Japan’s traditional food culture was registered as a UNESCO Intangible Cultural Heritage in 2013, and many people might be interested in Japanese food.
Kyoto’s food culture reflects its long history, rich nature, and religion.
Among the food culture of Kyoto, “Obanzai” is the style of cooking in which one can feel the daily life of Kyoto. When you visit Kyoto with your children, we really want you to enjoy the taste of Kyoto “Obanzai”. The traditional Kyoto flavor based on Japan’s unique taste of the broth is something that even small children can enjoy.
This time we will introduce the charm of “Obanzai”.
Kyoto’s home cooking – what is “Obanzai”?
“Obanzai” is written in Kanji as “番菜”.
It is said that “番” (ban) means “every day” and “poor”, and “菜” (zai) means “side dish”. So, “Obanzai” is a home-cooked dish that is eaten daily in Kyoto. People often refer to “the taste of the home,” and “Obanzai” is exactly the same thing. It may be said that it is a taste that has been passed on from generation to generation in Kyoto.
“Obanzai” is a daily home cooking, so it is well thought out to save money, and use up seasonal ingredients and dried food. In addition, ”Obanzai” is often made of food which will last for a long time and can be prepared ahead of time and used when needed.
A typical meal would be rice as the main staple along with some soup, one main dish, and two side dishes. In Japanese, this is called “Ichiju-sansai” (one soup, 3 dishes). Because meals usually consist of these things you will often see some “Obanzai” on the table.
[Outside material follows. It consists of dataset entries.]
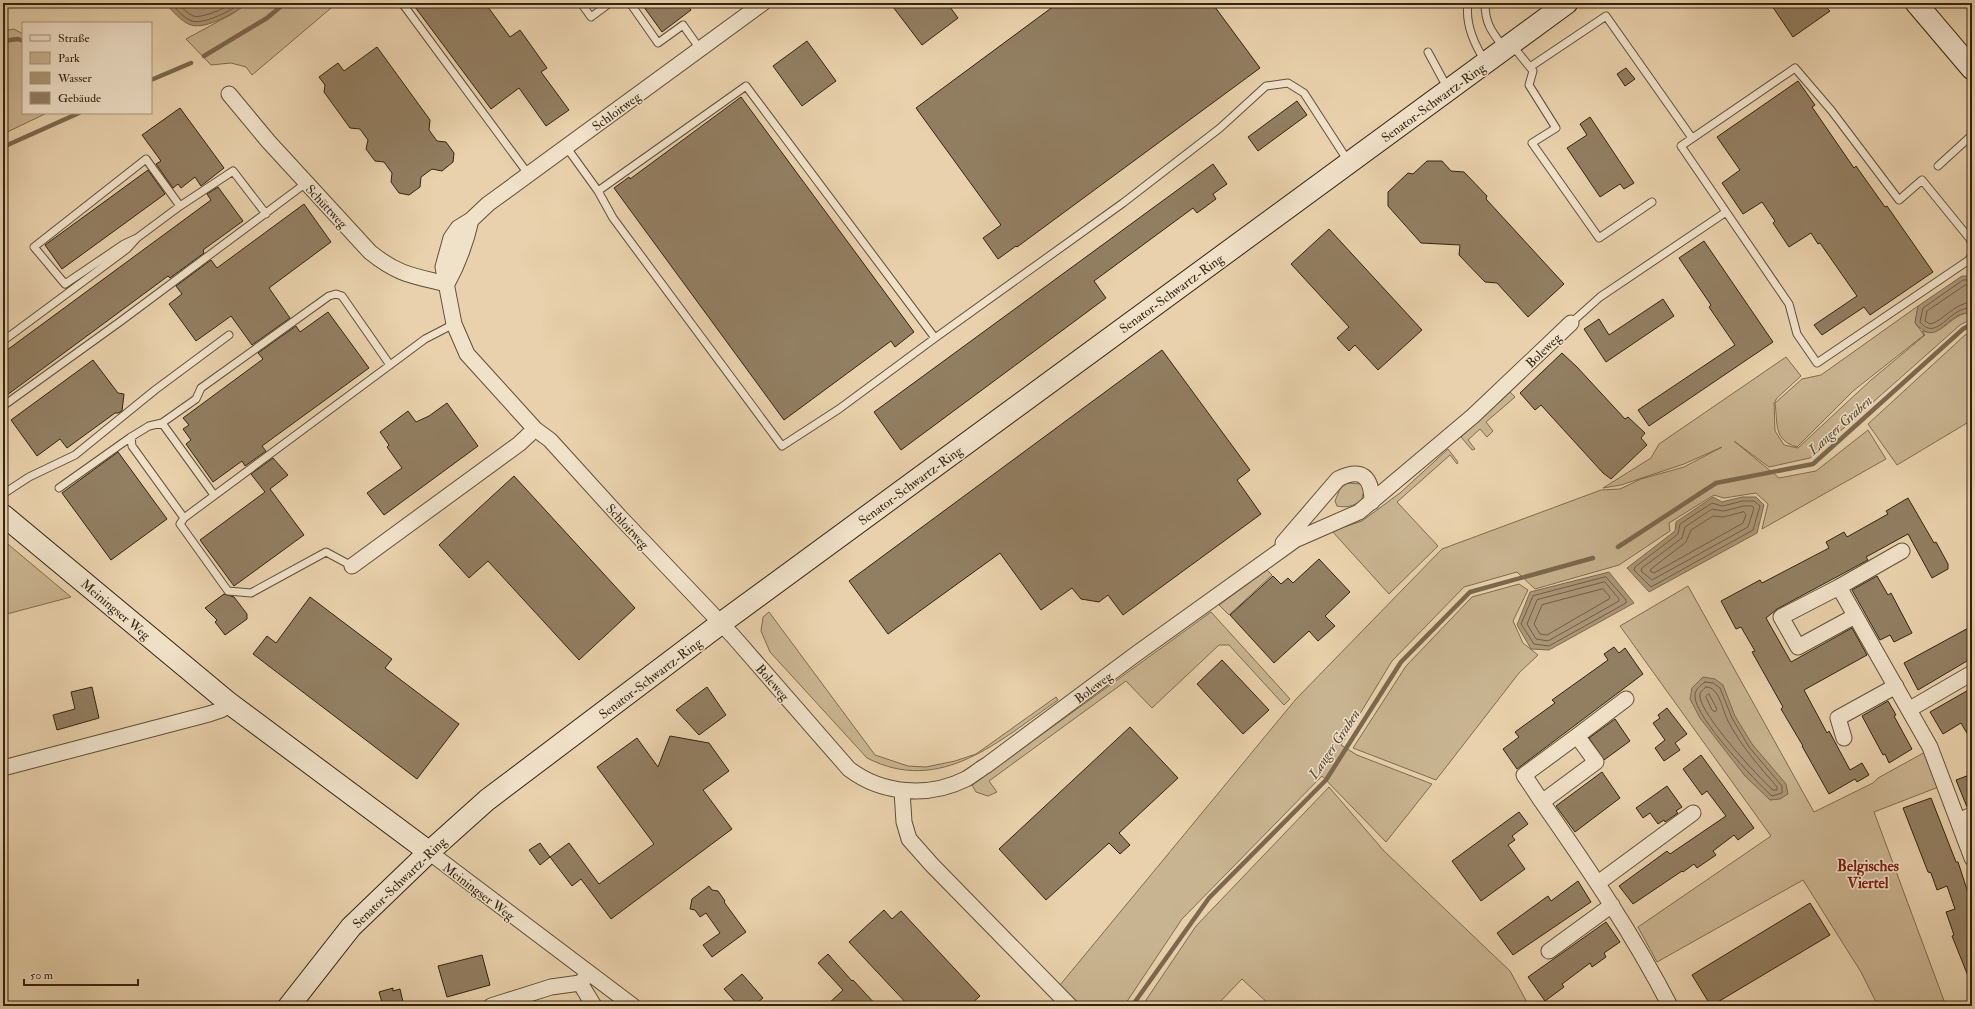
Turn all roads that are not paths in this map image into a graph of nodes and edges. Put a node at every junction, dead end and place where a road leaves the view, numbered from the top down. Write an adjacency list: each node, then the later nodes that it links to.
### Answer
1 (402, 3): 23 (lane)
2 (581, 3): 3 (lane)
3 (610, 3)
4 (630, 3): 11 (lane)
5 (1468, 3): 13 (lane)
6 (1485, 3): 10 (lane)
7 (1566, 3): 10 (main road, Senator-Schwartz-Ring)
8 (1916, 3): 15 (main road)
9 (756, 5): 11 (street, Schloitweg)
10 (1508, 46): 13 (main road, Senator-Schwartz-Ring); 14 (lane)
11 (700, 49): 20 (street, Schloitweg)
12 (1428, 52): 16 (lane)
13 (1486, 62): 16 (main road, Senator-Schwartz-Ring)
14 (1530, 67): 19 (lane); 26 (lane)
15 (1972, 69)
16 (1448, 90): 21 (main road, Senator-Schwartz-Ring)
17 (230, 94): 24 (street, Schüttweg)
18 (1972, 135): 22 (lane)
19 (1692, 138): 28 (lane); 31 (lane)
20 (567, 148): 23 (street, Schloitweg); 25 (lane)
21 (1350, 163): 37 (lane); 55 (main road, Senator-Schwartz-Ring)
22 (1938, 166)
23 (529, 176): 33 (street, Schloitweg)
24 (306, 183): 29 (lane); 33 (street, Schüttweg)
25 (598, 191): 37 (lane); 37 (lane)
26 (1652, 202)
27 (180, 206): 29 (lane); 30 (lane); 30 (lane)
28 (1726, 212): 32 (lane); 35 (lane, Boleweg)
29 (266, 214): 40 (lane)
30 (137, 238): 38 (lane)
31 (1972, 245)
32 (1972, 254)
33 (447, 284): 34 (street, Schloitweg)
34 (454, 324): 39 (lane); 42 (street, Schloitweg)
35 (1571, 324): 47 (street, Boleweg)
36 (229, 335): 45 (lane)
37 (935, 338)
38 (3, 341)
39 (390, 365): 41 (lane); 46 (lane)
40 (3, 406)
41 (162, 423): 43 (lane); 46 (lane)
42 (535, 429): 52 (street); 55 (street, Schloitweg)
43 (131, 437): 44 (lane); 49 (lane)
44 (59, 488)
45 (3, 494)
46 (214, 495): 49 (lane)
47 (1372, 502): 51 (street, Boleweg); 51 (street, Boleweg)
48 (3, 515): 59 (main road, Meiningser Weg)
49 (184, 518): 52 (lane)
50 (1902, 551): 53 (street)
51 (1272, 556): 64 (street, Boleweg)
52 (352, 566)
53 (1839, 587): 54 (street); 54 (street)
54 (1855, 616): 57 (street)
55 (720, 624): 64 (street, Boleweg); 69 (main road, Senator-Schwartz-Ring)
56 (1972, 673): 60 (street)
57 (1896, 686): 60 (street); 62 (street)
58 (1626, 699): 61 (street)
59 (229, 703): 63 (street); 69 (main road, Meiningser Weg)
60 (1910, 709): 68 (street)
61 (1577, 736): 65 (street); 65 (street)
62 (1844, 738)
63 (3, 768)
64 (902, 791): 79 (street)
65 (1542, 802): 71 (street)
66 (1693, 813): 71 (street)
67 (1972, 816): 68 (street)
68 (1958, 821): 70 (street)
69 (429, 852): 74 (street, Meiningser Weg); 75 (main road, Senator-Schwartz-Ring)
70 (1972, 858)
71 (1598, 883): 72 (street)
72 (1612, 905): 73 (street); 80 (street)
73 (1549, 951)
74 (584, 978): 76 (street); 77 (street, Meiningser Weg); 78 (street, Meiningser Weg)
75 (289, 1006)
76 (491, 1006)
77 (594, 1006)
78 (633, 1006)
79 (1070, 1006)
80 (1670, 1006)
“Obanzai” is a mother’s dish that supports children’s health
There are beef bouillon, chicken bouillon, consommé and so on in the world. Do you know Japanese broth, called “Dashi,” in Japanese? “Dashi” is an element of the so-called soup of Japanese cuisine. It is an important ingredient used to highlight various tastes. “Dashi” is made from either dried bonito flakes or dried seaweed called kelp. The base of “Obanzai” seasoning is also based on this soup, as well as simple and gentle flavors using traditional Japanese seasonings (soy sauce, miso, salt, sugar, etc.).
The soup and the mild salty flavors stimulate the appetites of children tired from traveling. Also, many dishes are easy for young children to eat because they are soft from boiling.
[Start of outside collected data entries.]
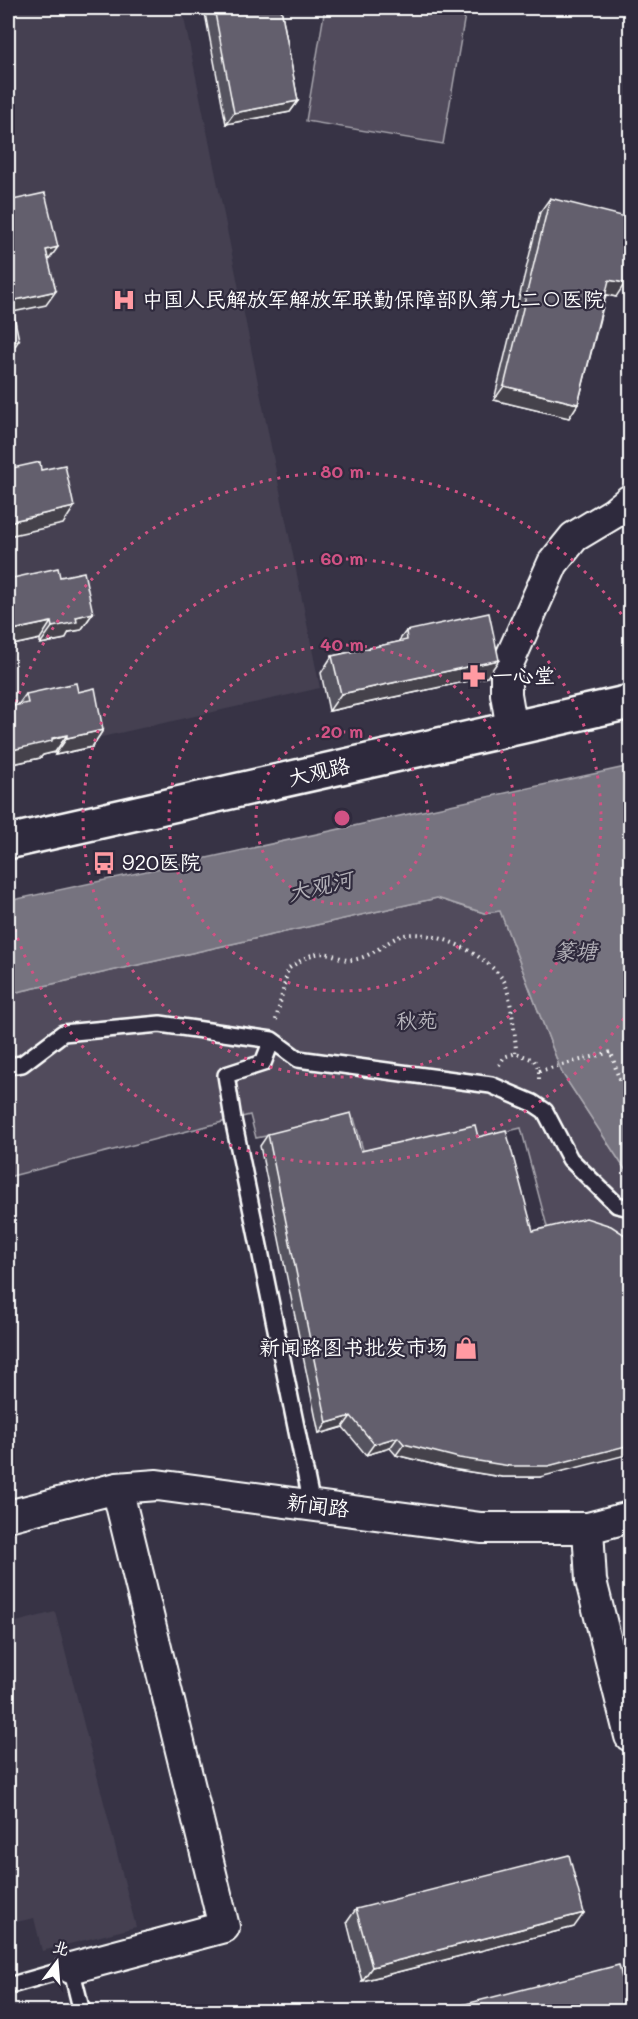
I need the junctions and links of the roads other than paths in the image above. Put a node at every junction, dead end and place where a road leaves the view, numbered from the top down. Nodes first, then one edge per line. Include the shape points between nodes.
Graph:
1 (630, 500) edge
2 (630, 702) edge
3 (512, 729) junction
4 (8, 842) edge
5 (272, 1040) junction
6 (8, 1065) edge
7 (630, 1208) edge
8 (117, 1488) junction
9 (312, 1505) junction
10 (8, 1516) edge
11 (630, 1516) edge
12 (588, 1528) junction
13 (630, 1736) edge
14 (71, 1968) junction
15 (8, 1986) edge
16 (82, 2012) edge

1 - 3 street via 574,537 554,563 506,668
2 - 3 main road, 大观路
3 - 4 main road, 大观路
5 - 6 lane via 160,1024 63,1033 22,1064
5 - 7 lane via 298,1059 491,1085 532,1103 545,1111 570,1159 617,1205
5 - 9 lane via 263,1063 226,1075
8 - 9 street, 新闻路 via 157,1485
8 - 10 street, 新闻路
8 - 14 street via 224,1927
9 - 12 street, 新闻路 via 481,1528
11 - 12 street, 新闻路
12 - 13 street via 591,1581
14 - 15 lane
14 - 16 lane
In addition, two more attractive qualities of “Obanzai” are that it is healthy because many foods are made by simmering so as not to lose the nutritional balance, and the small portions allow you try various foods.
Indeed, “Obanzai” is a mother’s dish full of wisdom that supports the healthy life of the child and family.
A choice of three menus for children to eat
“Obanzai” is not only delicious, you can enjoy the original taste of every single ingredient.
It may be an opportunity for picky children to discover foods they never imagined they would like.
Here are some of the great “Obanzai” menu that adults and children alike can enjoy.
Boiled pumpkin with “Dashi”. Not only is it appealing to the eye with the beautiful color, but it is also appealing to the mouth as you eat it and enjoy its texture and sweetness.
2.Boiled radish with miso sauce
Daikon radish boiled in “dashi” and eaten with miso. The flavor of the “dashi” is absorbed into the daikon radish and when you bite into it you are greeted with a juicy burst of the flavorful “dashi.”
3.Boiled spinach with seasoning
Soak boiled spinach in the “Dashi”, eat with soy sauce, dried bonito and sesame seeds. You can enjoy the vivid green color of the spinach and the crisp texture. It is rich in nutrition.
Would you like to enjoy a good time with your children and your family?
When you come to Kyoto with your family, fine Kyoto food is good, but trying out everyday home-cooked food in Kyoto will make you feel more familiar with Kyoto.
There are many shops in Kyoto where you can enjoy dining with your entire family, including children.
If you have a small child, you may be able to enjoy a more relaxing dining experience if you have a private room.